The overhead of encapsulating state changes and network calls to a static JSON api, will give you no benefit in a situation like this. It will simply add complexity with state being separated from the components that use it, as well as now having to write and maintain action creators and reducers for this static state.

There isn't that much state

Another situation which doesn't benefit from using state management is where your state isn't really that complex.

Your application itself could be very complex, with complex visualisations over a set of data, but the state itself might only be a single array of entities from a single microservice.

In this situation, you likely wouldn't benefit much from using state management, as there is only one source of data, with likely only one network call at all. If the state doesn't change very often, you can probably get away with using something like React context for making state available globally across your application.

Your application is small

One more situation that might not make sense to use redux, is a small application which is owned by only one or two developers. If the codebase remains small, and will only be maintained by a couple of people at most, it is far easier to agree on a pattern for statement management, which doesn't use a state management tool, than it is for a large team or large application.

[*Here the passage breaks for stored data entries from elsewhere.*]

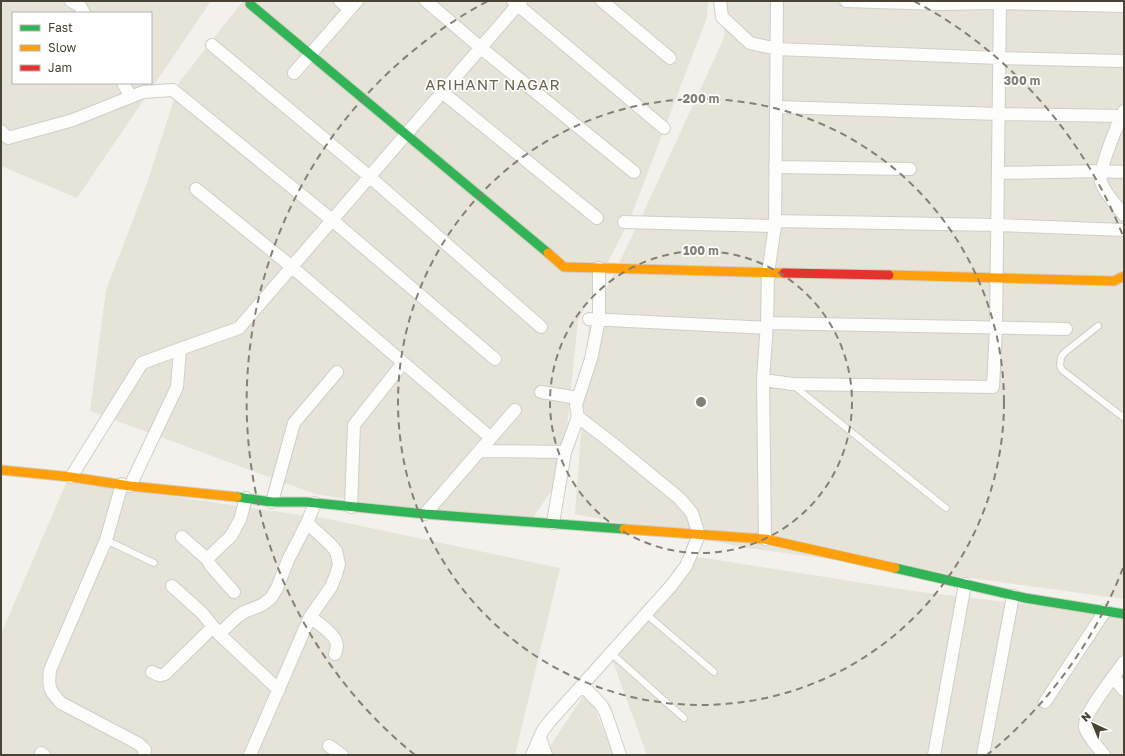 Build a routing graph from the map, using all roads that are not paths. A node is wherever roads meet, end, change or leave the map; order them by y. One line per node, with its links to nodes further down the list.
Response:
1 (340, 1): 12 (street)
2 (426, 1): 15 (street)
3 (602, 1): 18 (street)
4 (720, 1): 16 (street)
5 (777, 1): 16 (street)
6 (846, 1): 8 (street)
7 (517, 2): 15 (street); 28 (street)
8 (880, 2): 9 (street)
9 (938, 2): 10 (street)
10 (1000, 2): 13 (street); 19 (street)
11 (250, 4): 17 (street)
12 (353, 5): 17 (street)
13 (1124, 6)
14 (212, 45): 37 (street)
15 (480, 48): 23 (street); 34 (street)
16 (776, 49): 19 (street); 25 (street)
17 (311, 54): 21 (street); 30 (street)
18 (670, 58)
19 (999, 58): 20 (street); 27 (street)
20 (1124, 61)
21 (294, 73)
22 (124, 84): 24 (street)
23 (442, 92): 30 (street); 40 (street)
24 (131, 97): 29 (street); 41 (street)
25 (776, 107): 27 (street); 31 (street)
26 (1123, 113): 27 (street); 33 (street)
27 (998, 114): 36 (street)
28 (664, 128)
29 (1, 131)
30 (406, 134): 37 (street); 47 (street)
31 (775, 167): 32 (street); 43 (street)
32 (910, 169)
33 (1101, 171): 35 (street); 36 (street); 39 (street)
34 (634, 172)
35 (1124, 172)
36 (998, 173): 44 (street)
37 (370, 176): 41 (street); 54 (street)
38 (196, 189): 46 (street)
39 (1124, 215)
40 (597, 218)
41 (332, 220): 46 (street); 58 (street)
42 (624, 222): 43 (street)
43 (775, 224): 44 (street); 48 (street)
44 (997, 225): 45 (street); 50 (street)
45 (1124, 230)
46 (292, 267): 57 (street); 59 (street)
47 (599, 268): 48 (street); 51 (street)
48 (768, 273): 50 (street); 52 (street)
49 (1124, 276): 50 (street)
50 (997, 278): 55 (street)
51 (594, 319): 52 (street); 64 (street)
52 (767, 326): 55 (street); 61 (street)
53 (1098, 326): 67 (lane)
54 (541, 327)
55 (996, 328): 56 (street); 62 (street)
56 (1066, 329)
57 (180, 349): 72 (street); 73 (street)
58 (494, 359)
59 (403, 363): 68 (street); 77 (street)
60 (337, 372): 75 (street)
61 (763, 380): 62 (street); 84 (street)
62 (793, 384): 78 (lane)
63 (541, 392): 64 (street)
64 (578, 398): 66 (street)
65 (515, 410): 68 (street)
66 (578, 417): 70 (street); 82 (street)
67 (1124, 418)
68 (491, 438): 69 (street)
69 (480, 451): 70 (street); 79 (street)
70 (565, 452): 81 (street)
71 (1, 470): 72 (street)
72 (71, 477): 73 (street)
73 (126, 485): 74 (street); 85 (street)
74 (246, 498): 75 (street); 86 (street)
75 (272, 502): 76 (street)
76 (315, 503): 77 (street); 80 (street)
77 (351, 507): 79 (street)
78 (946, 508)
79 (425, 514): 81 (street)
80 (307, 523): 95 (street); 96 (street)
81 (554, 523): 82 (street)
82 (699, 535): 84 (street); 93 (street)
83 (182, 537): 86 (street)
84 (765, 539): 88 (street)
85 (106, 540): 87 (lane); 110 (street)
86 (208, 559): 90 (street)
87 (154, 563)
88 (966, 584): 91 (street); 116 (street)
89 (172, 586): 96 (street)
90 (234, 592)
91 (1013, 596): 92 (street); 117 (street)
92 (1105, 610): 94 (street); 106 (street)
93 (646, 614): 97 (street); 101 (lane)
94 (1124, 614)
95 (310, 617): 98 (street); 104 (street)
96 (216, 631): 100 (street); 104 (street)
97 (611, 653): 103 (street); 107 (lane)
98 (335, 654)
99 (1124, 662): 102 (street)
100 (152, 672)
101 (714, 672)
102 (1114, 677): 105 (street); 118 (street)
103 (582, 685): 108 (street); 115 (street)
104 (279, 690): 111 (street)
105 (1124, 690)
106 (1045, 702)
107 (684, 718)
108 (540, 738): 113 (street); 114 (street)
109 (329, 746): 112 (street)
110 (144, 755)
111 (250, 755)
112 (342, 755)
113 (532, 755)
114 (546, 755)
115 (620, 755)
116 (934, 755)
117 (983, 755)
118 (1104, 755) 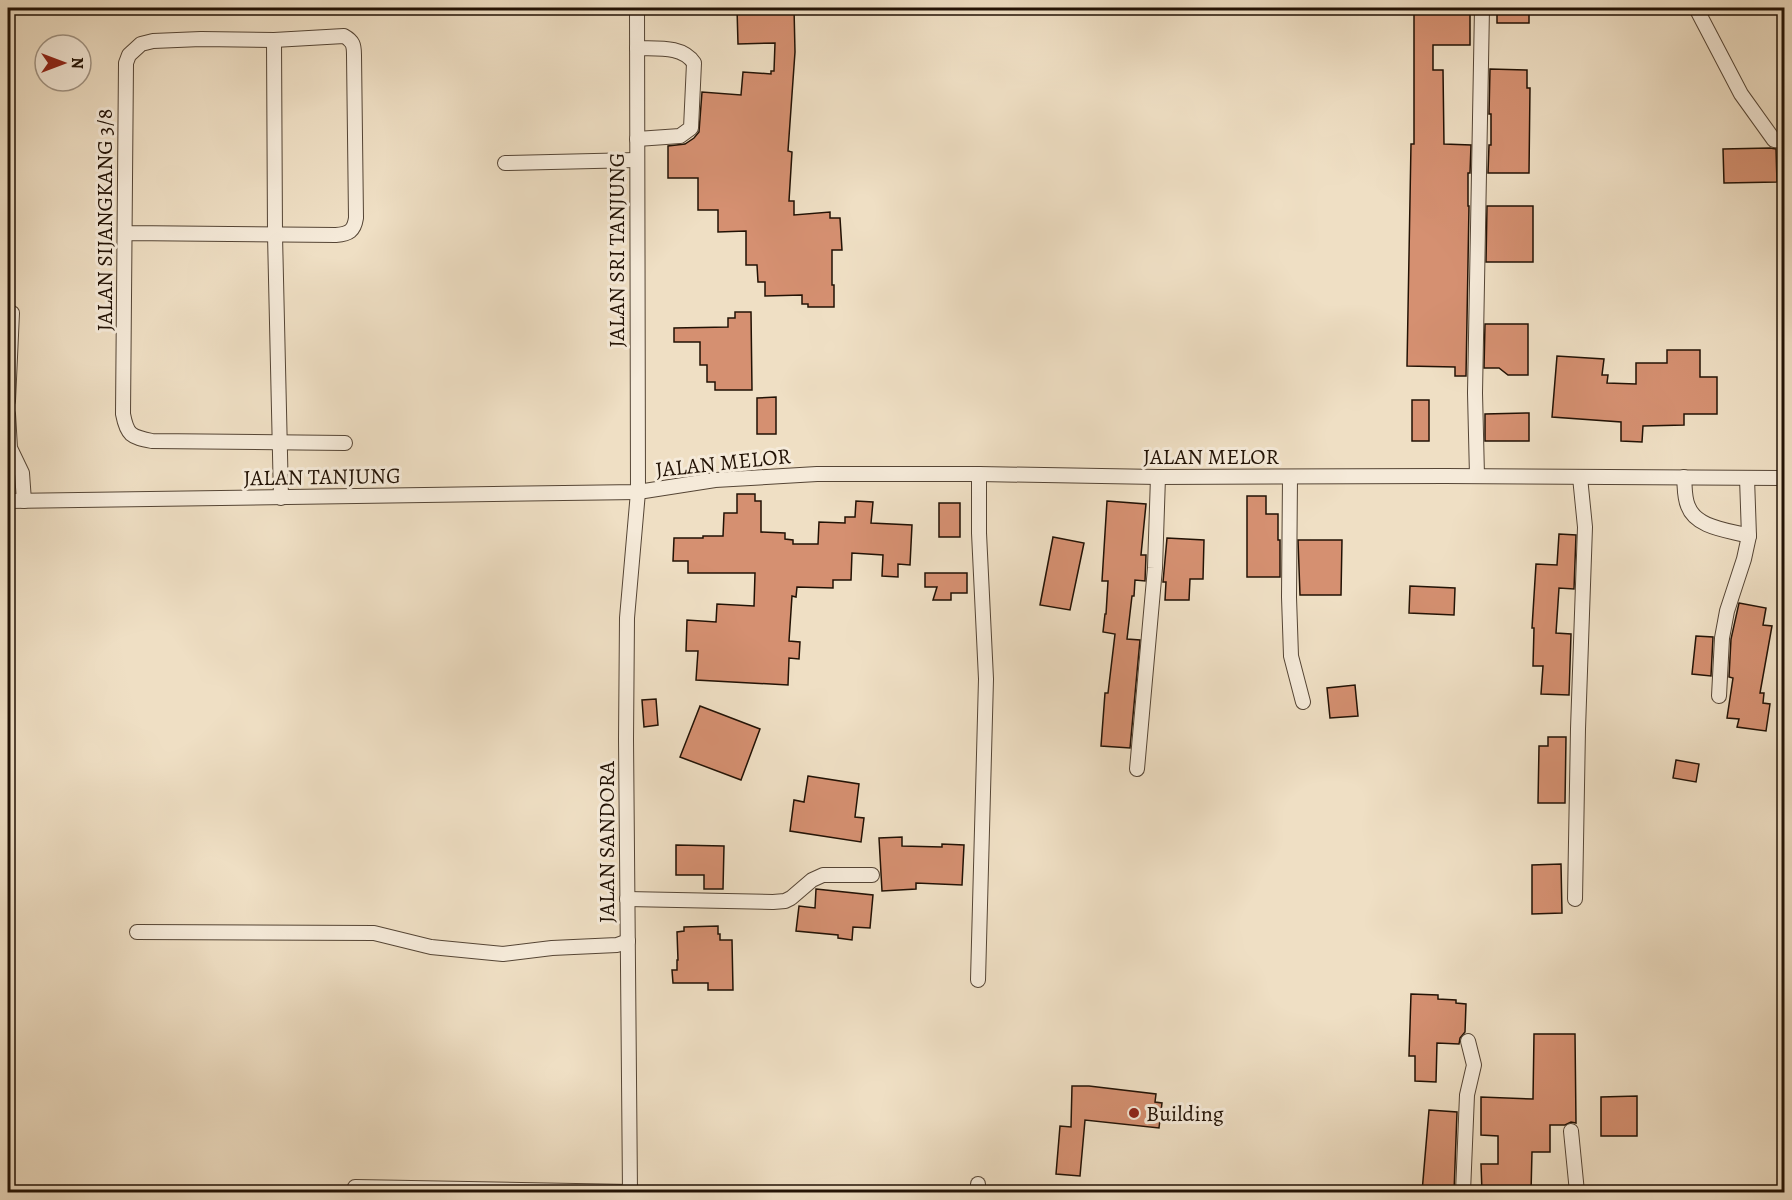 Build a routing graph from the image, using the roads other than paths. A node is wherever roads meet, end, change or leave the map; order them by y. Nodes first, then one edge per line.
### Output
1 (637, 8) edge
2 (1482, 8) edge
3 (1696, 8) edge
4 (274, 40) junction
5 (637, 48) junction
6 (637, 139) junction
7 (1785, 141) edge
8 (630, 161) junction
9 (505, 163) dead end
10 (126, 233) junction
11 (275, 235) junction
12 (12, 313) dead end
13 (8, 401) edge
14 (8, 414) edge
15 (279, 442) junction
16 (345, 443) dead end
17 (979, 474) junction
18 (1477, 476) junction
19 (1158, 477) junction
20 (1290, 477) junction
21 (1580, 477) junction
22 (1684, 477) junction
23 (1747, 478) junction
24 (1785, 478) edge
25 (638, 492) junction
26 (281, 493) junction
27 (8, 501) edge
28 (24, 501) junction
29 (1749, 536) junction
30 (1719, 696) dead end
31 (1303, 702) dead end
32 (1137, 769) dead end
33 (872, 875) dead end
34 (627, 899) junction
35 (1575, 899) dead end
36 (137, 932) dead end
37 (622, 943) junction
38 (978, 980) dead end
39 (1468, 1041) dead end
40 (1570, 1131) dead end
41 (355, 1187) dead end
42 (594, 1191) edge
43 (618, 1192) edge
44 (630, 1192) edge
45 (1462, 1192) edge
46 (1577, 1192) edge

1 - 5 street, JALAN SRI TANJUNG
2 - 18 street
3 - 7 street
4 - 10 street, JALAN SIJANGKANG 3/8
4 - 11 street
4 - 11 street
5 - 6 street, JALAN SRI TANJUNG
5 - 6 street
6 - 8 street, JALAN SRI TANJUNG
8 - 9 street
8 - 25 street, JALAN SRI TANJUNG
10 - 11 street
10 - 15 street, JALAN SIJANGKANG 3/8
11 - 15 street
12 - 13 street
14 - 28 street
15 - 16 street
15 - 26 street
17 - 19 street, JALAN MELOR
17 - 25 street, JALAN MELOR
17 - 38 street
18 - 20 street, JALAN MELOR
18 - 21 street, JALAN MELOR
19 - 20 street, JALAN MELOR
19 - 32 street
20 - 31 street
21 - 22 street, JALAN MELOR
21 - 35 street
22 - 23 street, JALAN MELOR
22 - 29 street
23 - 24 street, JALAN MELOR
23 - 29 street
25 - 26 street, JALAN TANJUNG
25 - 34 street, JALAN SANDORA
26 - 28 street, JALAN TANJUNG
27 - 28 street, JALAN TANJUNG
29 - 30 street
33 - 34 street
34 - 37 street, JALAN SANDORA
36 - 37 street
37 - 44 street, JALAN SANDORA
39 - 45 street
40 - 46 street
41 - 42 street
42 - 43 street
43 - 44 street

Small applications are also more likely to remain simple enough that you wouldn't need to use state management tools for performance reasons. Redux helps with managing how often your React components rerender, but if your application only has a few levels of nested components, it is far less likely excessive re-rendering will cause a problem.

In this situation you can get away without a state management tool, removing the overhead of using the tool, as well as managing to maintain common and consistent patterns for your codebase.

Conclusion

There are many factors to consider when choosing which state management tool to use, or if you should even use a tool at all.

Some factors aren't even related to technology, and are more related to the people and teams in a big organisation.

Hopefully this overview will help you decide if you need redux, or at least make you pause and think about if you actually need more complexity when the simple solution might do just fine.